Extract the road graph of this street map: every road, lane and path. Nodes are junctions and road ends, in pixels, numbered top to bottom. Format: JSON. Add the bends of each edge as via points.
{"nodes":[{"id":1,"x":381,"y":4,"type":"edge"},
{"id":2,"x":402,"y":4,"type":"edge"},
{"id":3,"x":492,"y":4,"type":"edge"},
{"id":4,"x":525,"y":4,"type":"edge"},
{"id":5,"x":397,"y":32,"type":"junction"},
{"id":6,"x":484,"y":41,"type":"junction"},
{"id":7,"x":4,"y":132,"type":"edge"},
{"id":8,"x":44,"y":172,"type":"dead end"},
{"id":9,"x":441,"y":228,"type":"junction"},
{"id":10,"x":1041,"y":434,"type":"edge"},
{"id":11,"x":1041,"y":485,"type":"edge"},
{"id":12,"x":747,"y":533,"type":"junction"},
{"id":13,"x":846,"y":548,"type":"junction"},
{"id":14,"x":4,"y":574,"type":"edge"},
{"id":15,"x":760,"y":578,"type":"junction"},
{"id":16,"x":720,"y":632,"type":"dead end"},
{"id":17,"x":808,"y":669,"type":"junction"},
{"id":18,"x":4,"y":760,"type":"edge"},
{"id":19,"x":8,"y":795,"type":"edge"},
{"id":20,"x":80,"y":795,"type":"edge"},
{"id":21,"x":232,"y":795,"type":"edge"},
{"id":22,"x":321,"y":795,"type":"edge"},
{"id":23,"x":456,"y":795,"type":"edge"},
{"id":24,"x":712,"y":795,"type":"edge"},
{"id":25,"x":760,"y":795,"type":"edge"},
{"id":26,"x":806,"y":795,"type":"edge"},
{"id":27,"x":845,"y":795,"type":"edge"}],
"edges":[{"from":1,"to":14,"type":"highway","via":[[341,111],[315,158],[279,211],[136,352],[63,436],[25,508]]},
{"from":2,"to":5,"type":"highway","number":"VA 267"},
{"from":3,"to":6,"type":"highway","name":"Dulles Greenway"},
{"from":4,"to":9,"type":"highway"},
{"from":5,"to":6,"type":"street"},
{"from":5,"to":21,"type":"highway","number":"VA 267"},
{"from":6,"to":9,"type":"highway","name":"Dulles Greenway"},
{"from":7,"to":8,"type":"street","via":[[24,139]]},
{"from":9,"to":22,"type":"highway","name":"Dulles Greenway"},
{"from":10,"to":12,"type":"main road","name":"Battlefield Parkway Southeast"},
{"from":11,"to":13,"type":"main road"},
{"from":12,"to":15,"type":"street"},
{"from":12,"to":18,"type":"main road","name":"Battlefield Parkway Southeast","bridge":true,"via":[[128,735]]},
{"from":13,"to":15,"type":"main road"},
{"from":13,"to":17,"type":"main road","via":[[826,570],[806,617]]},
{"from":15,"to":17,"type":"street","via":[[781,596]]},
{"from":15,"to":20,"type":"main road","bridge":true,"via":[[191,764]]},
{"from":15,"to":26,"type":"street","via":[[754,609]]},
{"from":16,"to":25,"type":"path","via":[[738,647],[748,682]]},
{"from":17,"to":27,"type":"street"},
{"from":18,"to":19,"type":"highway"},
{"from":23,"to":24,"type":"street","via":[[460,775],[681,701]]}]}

_Goal of the exercise_
The word "dead" may appear in several lines of the data; copy every line where it does.

_Written response_
{"id":8,"x":44,"y":172,"type":"dead end"},
{"id":16,"x":720,"y":632,"type":"dead end"},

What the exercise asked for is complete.